Arizona Science Center, at 600 Washington St in Downtown Phoenix, Arizona, is a science museum located in Heritage and Science Park. It was founded in 1984 as the Arizona Museum of Science & Technology in a downtown storefront. Its current building, designed by Antoine Predock, was completed in 1997. Along with daily demonstrations throughout the center, the Center provides shows in the Dorrance DOME and in a five-story, giant screen IMAX Theater.

== History ==
Arizona Science Center, formerly the Arizona Museum of Science & Technology, was conceived in 1980 as a pilot science center by the Junior League of Phoenix. The Science Center opened its doors to the public in 1984 as a small 10000 sqft storefront exhibition space located in the parking garage level of the downtown Phoenix Hyatt. The Science Center's first year of operation saw more than 87,000 visitors. Following sustained demand, construction of the 120000 sqft, Antoine Predock-designed facility was completed in 1997. When the Science Center moved to its present location, Heritage Square was renamed Heritage and Science Park.

Among the museum's best-known programs is the annual Snow Week.

Since the beginning, Arizona Science Center has hosted a demonstration Amateur Radio station - originally licensed as KC7LUL, now W7ASC. The hams teach guests to send their name in Morse Code, they demonstrate satellite communication and other modes of amateur communication. The ham station has a page at www.QRZ.com. Enter "W7ASC" in the search box.

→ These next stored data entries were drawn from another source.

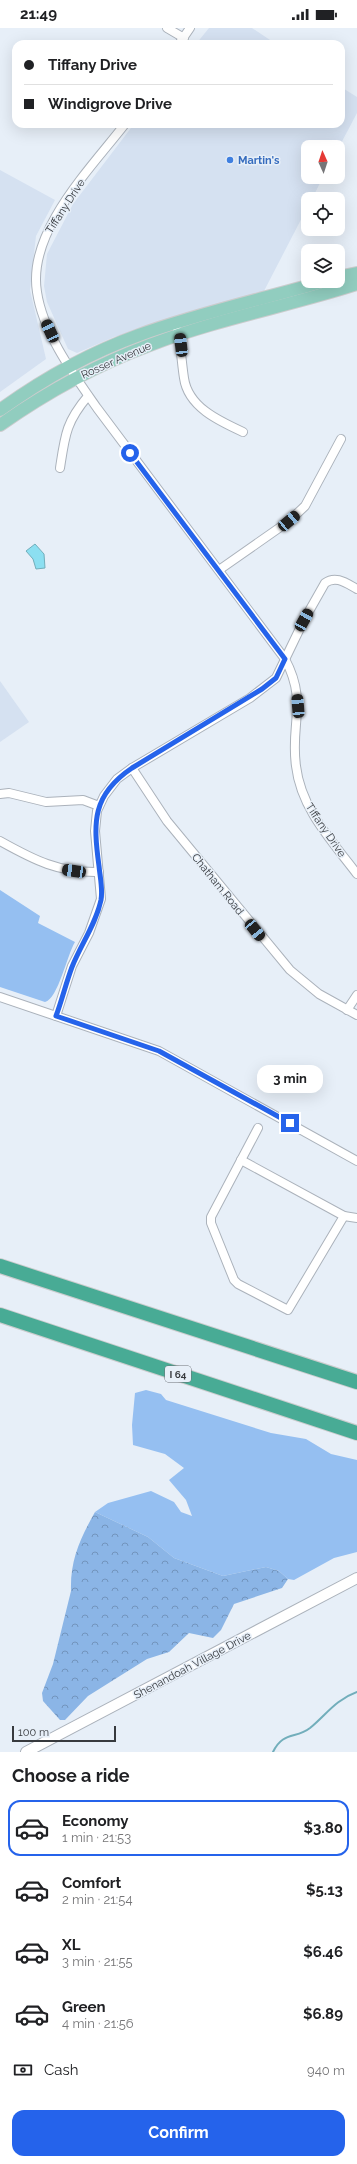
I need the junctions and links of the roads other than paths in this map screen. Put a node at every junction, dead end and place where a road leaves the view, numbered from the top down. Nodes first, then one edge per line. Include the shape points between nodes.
1 (168, 28) edge
2 (190, 28) edge
3 (181, 40) edge
4 (183, 40) edge
5 (122, 128) edge
6 (357, 274) edge
7 (345, 276) edge
8 (357, 284) edge
9 (301, 288) edge
10 (175, 323) junction
11 (179, 335) junction
12 (68, 367) junction
13 (76, 378) junction
14 (88, 396) junction
15 (0, 410) edge
16 (0, 425) edge
17 (243, 432) dead end
18 (341, 439) dead end
19 (60, 468) dead end
20 (219, 570) junction
21 (357, 589) edge
22 (285, 659) junction
23 (132, 768) junction
24 (0, 794) edge
25 (99, 806) junction
26 (0, 841) edge
27 (100, 872) junction
28 (357, 874) edge
29 (357, 995) edge
30 (0, 997) edge
31 (347, 1010) junction
32 (357, 1015) edge
33 (56, 1016) junction
34 (258, 1128) dead end
35 (241, 1160) junction
36 (357, 1160) edge
37 (344, 1216) junction
38 (357, 1218) edge
39 (0, 1266) edge
40 (0, 1315) edge
41 (357, 1382) edge
42 (357, 1433) edge
43 (357, 1578) edge
44 (26, 1752) edge

1 - 3 street
2 - 4 street
5 - 12 street, Tiffany Drive via 70,194 42,242 36,268 37,294 45,320
6 - 7 main road
8 - 11 main road, Rosser Avenue
9 - 10 main road, Rosser Avenue
10 - 11 street
10 - 12 main road, Rosser Avenue via 115,344
11 - 13 main road, Rosser Avenue via 150,344
11 - 17 street via 184,379 190,395 214,417
12 - 13 street, Tiffany Drive
12 - 15 main road, Rosser Avenue
13 - 14 street, Tiffany Drive
13 - 16 main road, Rosser Avenue
14 - 19 street via 75,412 67,428
14 - 20 street, Tiffany Drive
18 - 20 street via 305,506 283,525
20 - 22 street, Tiffany Drive
21 - 22 street via 337,579 325,583
22 - 23 street via 276,678 262,689
22 - 28 street, Tiffany Drive via 294,677 297,693 295,756 302,793 310,809
23 - 25 street via 110,787
23 - 31 street, Chatham Road via 167,821 280,959 310,987
24 - 25 street via 9,793 50,802 83,800
25 - 27 street via 95,831
26 - 27 street via 48,865 64,870
27 - 33 street via 102,890 98,908 72,966
29 - 31 street
30 - 33 street
31 - 32 street, Chatham Road
33 - 36 street via 171,1056
34 - 35 street
35 - 37 street
35 - 37 street via 210,1223 234,1280 243,1287 288,1310
37 - 38 street
39 - 41 highway
40 - 42 highway, I 64
43 - 44 street, Shenandoah Village Drive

In 2009, the museum reached an agreement with the adjacent, closed Phoenix Museum of History to showcase their collection.

In October 2025, the Science Center opened the renovated Dorrance DOME, an 8K+ resolution LED dome display that provides daily educational shows and evening attractions. The Dorrance DOME stands as one of the only LED domes in North America operated by a cultural institution and is currently the most technologically advanced planetarium venue in the Southwest.

As of April 2026, Tammy Stewart is the Center's Hazel A. Hare President and CEO.